DIRECTIONS: The entries below are to be printed again word for word.

***** GIVEN ENTRIES *****

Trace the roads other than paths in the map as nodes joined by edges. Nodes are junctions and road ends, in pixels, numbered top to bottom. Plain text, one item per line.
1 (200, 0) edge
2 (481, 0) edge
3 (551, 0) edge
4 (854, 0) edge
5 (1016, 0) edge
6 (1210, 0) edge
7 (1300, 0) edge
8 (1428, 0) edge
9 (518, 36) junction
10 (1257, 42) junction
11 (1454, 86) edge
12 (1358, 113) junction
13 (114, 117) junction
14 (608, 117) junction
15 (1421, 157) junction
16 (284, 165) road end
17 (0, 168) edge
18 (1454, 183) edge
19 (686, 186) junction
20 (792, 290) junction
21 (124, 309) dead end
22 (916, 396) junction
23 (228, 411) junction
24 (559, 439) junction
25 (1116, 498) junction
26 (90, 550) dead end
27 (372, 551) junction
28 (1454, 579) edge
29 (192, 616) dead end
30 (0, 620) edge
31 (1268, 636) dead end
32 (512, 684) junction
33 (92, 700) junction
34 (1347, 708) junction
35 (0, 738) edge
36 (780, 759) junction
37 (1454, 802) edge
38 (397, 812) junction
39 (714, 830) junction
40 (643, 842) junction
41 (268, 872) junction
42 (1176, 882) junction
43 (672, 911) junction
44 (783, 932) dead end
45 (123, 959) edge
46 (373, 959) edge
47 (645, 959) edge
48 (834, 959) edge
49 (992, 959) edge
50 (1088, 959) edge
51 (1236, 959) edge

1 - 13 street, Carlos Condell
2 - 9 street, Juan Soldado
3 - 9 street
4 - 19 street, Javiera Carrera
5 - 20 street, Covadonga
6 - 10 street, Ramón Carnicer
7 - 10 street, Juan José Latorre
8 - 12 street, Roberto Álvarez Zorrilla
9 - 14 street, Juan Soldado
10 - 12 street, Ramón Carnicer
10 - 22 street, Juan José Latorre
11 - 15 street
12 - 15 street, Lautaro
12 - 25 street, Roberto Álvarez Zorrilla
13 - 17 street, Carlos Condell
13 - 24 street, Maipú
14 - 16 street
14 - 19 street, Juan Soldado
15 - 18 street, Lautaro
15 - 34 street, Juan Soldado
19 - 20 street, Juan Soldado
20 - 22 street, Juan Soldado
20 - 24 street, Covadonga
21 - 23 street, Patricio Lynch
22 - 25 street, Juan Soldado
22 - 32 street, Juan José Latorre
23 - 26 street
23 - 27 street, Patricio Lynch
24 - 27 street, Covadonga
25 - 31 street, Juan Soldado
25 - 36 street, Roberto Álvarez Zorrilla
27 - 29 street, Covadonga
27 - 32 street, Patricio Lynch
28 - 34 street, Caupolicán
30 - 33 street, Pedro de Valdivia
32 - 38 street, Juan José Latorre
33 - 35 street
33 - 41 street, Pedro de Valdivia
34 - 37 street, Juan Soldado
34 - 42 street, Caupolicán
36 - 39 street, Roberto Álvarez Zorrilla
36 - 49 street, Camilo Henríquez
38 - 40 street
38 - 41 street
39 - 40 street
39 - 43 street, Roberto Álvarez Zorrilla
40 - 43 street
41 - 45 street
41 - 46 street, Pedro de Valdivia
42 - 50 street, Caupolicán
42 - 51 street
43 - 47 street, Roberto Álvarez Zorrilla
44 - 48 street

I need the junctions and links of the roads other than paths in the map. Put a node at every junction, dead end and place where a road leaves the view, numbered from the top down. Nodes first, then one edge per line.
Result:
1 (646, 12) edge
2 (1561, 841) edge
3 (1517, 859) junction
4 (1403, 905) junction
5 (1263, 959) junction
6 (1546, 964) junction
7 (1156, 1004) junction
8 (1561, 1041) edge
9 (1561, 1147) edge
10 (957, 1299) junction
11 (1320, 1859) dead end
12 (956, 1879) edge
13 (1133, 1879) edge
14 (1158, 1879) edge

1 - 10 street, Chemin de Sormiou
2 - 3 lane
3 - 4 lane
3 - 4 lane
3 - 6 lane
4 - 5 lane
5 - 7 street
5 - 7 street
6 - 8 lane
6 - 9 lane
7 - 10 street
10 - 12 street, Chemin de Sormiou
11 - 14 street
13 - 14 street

*****

RESULT OF THE TASK:
Trace the roads other than paths in the map as nodes joined by edges. Nodes are junctions and road ends, in pixels, numbered top to bottom. Plain text, one item per line.
1 (200, 0) edge
2 (481, 0) edge
3 (551, 0) edge
4 (854, 0) edge
5 (1016, 0) edge
6 (1210, 0) edge
7 (1300, 0) edge
8 (1428, 0) edge
9 (518, 36) junction
10 (1257, 42) junction
11 (1454, 86) edge
12 (1358, 113) junction
13 (114, 117) junction
14 (608, 117) junction
15 (1421, 157) junction
16 (284, 165) road end
17 (0, 168) edge
18 (1454, 183) edge
19 (686, 186) junction
20 (792, 290) junction
21 (124, 309) dead end
22 (916, 396) junction
23 (228, 411) junction
24 (559, 439) junction
25 (1116, 498) junction
26 (90, 550) dead end
27 (372, 551) junction
28 (1454, 579) edge
29 (192, 616) dead end
30 (0, 620) edge
31 (1268, 636) dead end
32 (512, 684) junction
33 (92, 700) junction
34 (1347, 708) junction
35 (0, 738) edge
36 (780, 759) junction
37 (1454, 802) edge
38 (397, 812) junction
39 (714, 830) junction
40 (643, 842) junction
41 (268, 872) junction
42 (1176, 882) junction
43 (672, 911) junction
44 (783, 932) dead end
45 (123, 959) edge
46 (373, 959) edge
47 (645, 959) edge
48 (834, 959) edge
49 (992, 959) edge
50 (1088, 959) edge
51 (1236, 959) edge

1 - 13 street, Carlos Condell
2 - 9 street, Juan Soldado
3 - 9 street
4 - 19 street, Javiera Carrera
5 - 20 street, Covadonga
6 - 10 street, Ramón Carnicer
7 - 10 street, Juan José Latorre
8 - 12 street, Roberto Álvarez Zorrilla
9 - 14 street, Juan Soldado
10 - 12 street, Ramón Carnicer
10 - 22 street, Juan José Latorre
11 - 15 street
12 - 15 street, Lautaro
12 - 25 street, Roberto Álvarez Zorrilla
13 - 17 street, Carlos Condell
13 - 24 street, Maipú
14 - 16 street
14 - 19 street, Juan Soldado
15 - 18 street, Lautaro
15 - 34 street, Juan Soldado
19 - 20 street, Juan Soldado
20 - 22 street, Juan Soldado
20 - 24 street, Covadonga
21 - 23 street, Patricio Lynch
22 - 25 street, Juan Soldado
22 - 32 street, Juan José Latorre
23 - 26 street
23 - 27 street, Patricio Lynch
24 - 27 street, Covadonga
25 - 31 street, Juan Soldado
25 - 36 street, Roberto Álvarez Zorrilla
27 - 29 street, Covadonga
27 - 32 street, Patricio Lynch
28 - 34 street, Caupolicán
30 - 33 street, Pedro de Valdivia
32 - 38 street, Juan José Latorre
33 - 35 street
33 - 41 street, Pedro de Valdivia
34 - 37 street, Juan Soldado
34 - 42 street, Caupolicán
36 - 39 street, Roberto Álvarez Zorrilla
36 - 49 street, Camilo Henríquez
38 - 40 street
38 - 41 street
39 - 40 street
39 - 43 street, Roberto Álvarez Zorrilla
40 - 43 street
41 - 45 street
41 - 46 street, Pedro de Valdivia
42 - 50 street, Caupolicán
42 - 51 street
43 - 47 street, Roberto Álvarez Zorrilla
44 - 48 street

I need the junctions and links of the roads other than paths in the map. Put a node at every junction, dead end and place where a road leaves the view, numbered from the top down. Nodes first, then one edge per line.
Result:
1 (646, 12) edge
2 (1561, 841) edge
3 (1517, 859) junction
4 (1403, 905) junction
5 (1263, 959) junction
6 (1546, 964) junction
7 (1156, 1004) junction
8 (1561, 1041) edge
9 (1561, 1147) edge
10 (957, 1299) junction
11 (1320, 1859) dead end
12 (956, 1879) edge
13 (1133, 1879) edge
14 (1158, 1879) edge

1 - 10 street, Chemin de Sormiou
2 - 3 lane
3 - 4 lane
3 - 4 lane
3 - 6 lane
4 - 5 lane
5 - 7 street
5 - 7 street
6 - 8 lane
6 - 9 lane
7 - 10 street
10 - 12 street, Chemin de Sormiou
11 - 14 street
13 - 14 street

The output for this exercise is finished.